Copy every line of the records below where the word "lists" occurs.

[Start of Attachment]

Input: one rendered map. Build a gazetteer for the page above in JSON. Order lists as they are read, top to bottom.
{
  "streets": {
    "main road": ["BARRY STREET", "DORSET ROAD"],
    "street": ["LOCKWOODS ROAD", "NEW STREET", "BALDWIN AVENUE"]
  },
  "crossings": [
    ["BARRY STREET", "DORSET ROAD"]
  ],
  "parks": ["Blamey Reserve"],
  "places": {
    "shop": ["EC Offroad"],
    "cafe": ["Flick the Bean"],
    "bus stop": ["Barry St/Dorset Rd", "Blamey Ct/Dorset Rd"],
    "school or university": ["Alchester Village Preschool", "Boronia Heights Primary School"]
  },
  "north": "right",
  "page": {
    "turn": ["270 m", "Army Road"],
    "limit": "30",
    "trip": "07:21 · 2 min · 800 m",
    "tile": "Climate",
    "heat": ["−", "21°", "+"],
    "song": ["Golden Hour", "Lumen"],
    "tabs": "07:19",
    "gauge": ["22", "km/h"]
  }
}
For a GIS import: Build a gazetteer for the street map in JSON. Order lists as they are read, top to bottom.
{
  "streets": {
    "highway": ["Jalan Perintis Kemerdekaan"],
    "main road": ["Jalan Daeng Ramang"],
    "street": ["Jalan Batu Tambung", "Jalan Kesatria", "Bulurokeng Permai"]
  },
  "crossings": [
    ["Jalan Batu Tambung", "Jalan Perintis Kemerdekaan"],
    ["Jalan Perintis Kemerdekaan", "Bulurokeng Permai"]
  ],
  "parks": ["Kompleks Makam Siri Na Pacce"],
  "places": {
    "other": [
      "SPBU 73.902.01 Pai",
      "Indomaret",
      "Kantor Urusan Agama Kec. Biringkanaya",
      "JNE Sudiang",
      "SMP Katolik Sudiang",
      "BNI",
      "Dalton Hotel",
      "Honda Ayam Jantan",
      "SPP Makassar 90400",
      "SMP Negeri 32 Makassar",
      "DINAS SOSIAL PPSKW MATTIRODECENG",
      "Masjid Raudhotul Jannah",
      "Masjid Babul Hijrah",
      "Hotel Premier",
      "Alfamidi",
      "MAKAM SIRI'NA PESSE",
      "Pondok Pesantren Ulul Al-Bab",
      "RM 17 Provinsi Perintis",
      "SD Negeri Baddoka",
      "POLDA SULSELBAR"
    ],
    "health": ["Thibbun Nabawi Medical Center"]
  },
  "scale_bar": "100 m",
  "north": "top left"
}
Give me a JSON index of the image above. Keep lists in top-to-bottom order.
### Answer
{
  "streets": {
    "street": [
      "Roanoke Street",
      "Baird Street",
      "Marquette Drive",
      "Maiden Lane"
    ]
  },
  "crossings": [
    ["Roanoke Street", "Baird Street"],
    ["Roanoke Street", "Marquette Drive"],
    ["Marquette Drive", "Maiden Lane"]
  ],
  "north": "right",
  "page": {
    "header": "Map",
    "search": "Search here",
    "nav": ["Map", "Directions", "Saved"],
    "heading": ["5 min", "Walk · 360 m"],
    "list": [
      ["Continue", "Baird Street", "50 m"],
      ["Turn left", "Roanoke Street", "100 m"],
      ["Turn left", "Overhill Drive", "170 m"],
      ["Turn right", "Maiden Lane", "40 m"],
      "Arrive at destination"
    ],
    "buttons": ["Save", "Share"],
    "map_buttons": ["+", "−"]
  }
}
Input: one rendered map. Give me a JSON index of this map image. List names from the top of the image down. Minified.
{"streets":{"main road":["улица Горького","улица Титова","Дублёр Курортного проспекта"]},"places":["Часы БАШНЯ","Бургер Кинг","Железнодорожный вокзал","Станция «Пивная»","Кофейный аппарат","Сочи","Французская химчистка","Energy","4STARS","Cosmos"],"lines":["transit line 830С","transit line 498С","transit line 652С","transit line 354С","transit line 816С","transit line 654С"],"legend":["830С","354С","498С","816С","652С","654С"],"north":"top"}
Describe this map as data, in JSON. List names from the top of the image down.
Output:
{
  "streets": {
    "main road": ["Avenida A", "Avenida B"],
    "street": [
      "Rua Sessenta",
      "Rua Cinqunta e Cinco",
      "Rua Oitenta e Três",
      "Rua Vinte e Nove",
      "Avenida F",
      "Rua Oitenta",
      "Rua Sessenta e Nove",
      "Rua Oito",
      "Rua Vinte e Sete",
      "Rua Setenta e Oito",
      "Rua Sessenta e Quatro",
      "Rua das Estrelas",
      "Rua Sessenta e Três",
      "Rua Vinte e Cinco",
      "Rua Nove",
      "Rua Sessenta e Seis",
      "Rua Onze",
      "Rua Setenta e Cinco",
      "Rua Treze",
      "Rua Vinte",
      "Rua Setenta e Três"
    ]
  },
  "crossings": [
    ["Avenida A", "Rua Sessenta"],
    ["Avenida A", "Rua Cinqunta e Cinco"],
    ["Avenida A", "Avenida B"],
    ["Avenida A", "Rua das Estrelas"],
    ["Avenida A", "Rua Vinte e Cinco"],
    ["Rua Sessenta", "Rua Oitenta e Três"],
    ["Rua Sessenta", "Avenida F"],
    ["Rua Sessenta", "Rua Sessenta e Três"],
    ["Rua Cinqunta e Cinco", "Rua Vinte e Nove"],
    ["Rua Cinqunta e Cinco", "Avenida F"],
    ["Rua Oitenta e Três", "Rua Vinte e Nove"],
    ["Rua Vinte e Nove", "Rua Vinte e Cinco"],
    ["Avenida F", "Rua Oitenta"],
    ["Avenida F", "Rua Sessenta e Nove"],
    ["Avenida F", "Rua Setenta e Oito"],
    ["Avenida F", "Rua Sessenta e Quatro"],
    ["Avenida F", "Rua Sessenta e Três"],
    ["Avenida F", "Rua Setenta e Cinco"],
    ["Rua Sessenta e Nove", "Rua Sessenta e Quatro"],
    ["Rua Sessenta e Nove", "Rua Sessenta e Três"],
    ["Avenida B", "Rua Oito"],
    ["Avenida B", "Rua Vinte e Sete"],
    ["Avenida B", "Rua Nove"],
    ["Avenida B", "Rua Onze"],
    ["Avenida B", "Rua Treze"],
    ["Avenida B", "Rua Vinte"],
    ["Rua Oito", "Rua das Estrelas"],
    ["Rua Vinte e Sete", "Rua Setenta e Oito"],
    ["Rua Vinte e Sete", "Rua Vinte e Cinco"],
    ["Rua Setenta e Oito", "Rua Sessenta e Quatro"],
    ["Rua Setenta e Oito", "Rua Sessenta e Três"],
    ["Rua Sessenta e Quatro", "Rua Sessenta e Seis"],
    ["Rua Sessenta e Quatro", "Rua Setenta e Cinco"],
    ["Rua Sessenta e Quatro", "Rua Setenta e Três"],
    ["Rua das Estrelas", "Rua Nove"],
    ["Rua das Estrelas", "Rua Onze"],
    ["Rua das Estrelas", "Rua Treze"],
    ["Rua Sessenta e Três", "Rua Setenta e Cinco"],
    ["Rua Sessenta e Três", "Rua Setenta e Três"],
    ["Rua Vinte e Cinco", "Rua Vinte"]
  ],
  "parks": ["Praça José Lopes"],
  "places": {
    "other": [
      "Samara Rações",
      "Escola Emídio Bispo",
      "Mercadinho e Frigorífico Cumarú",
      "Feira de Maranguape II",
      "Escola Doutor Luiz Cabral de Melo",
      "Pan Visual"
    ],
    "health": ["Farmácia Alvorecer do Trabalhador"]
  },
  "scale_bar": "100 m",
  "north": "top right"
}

[End of Attachment]

▶ ANSWER:
Input: one rendered map. Build a gazetteer for the page above in JSON. Order lists as they are read, top to bottom.
For a GIS import: Build a gazetteer for the street map in JSON. Order lists as they are read, top to bottom.
Give me a JSON index of the image above. Keep lists in top-to-bottom order.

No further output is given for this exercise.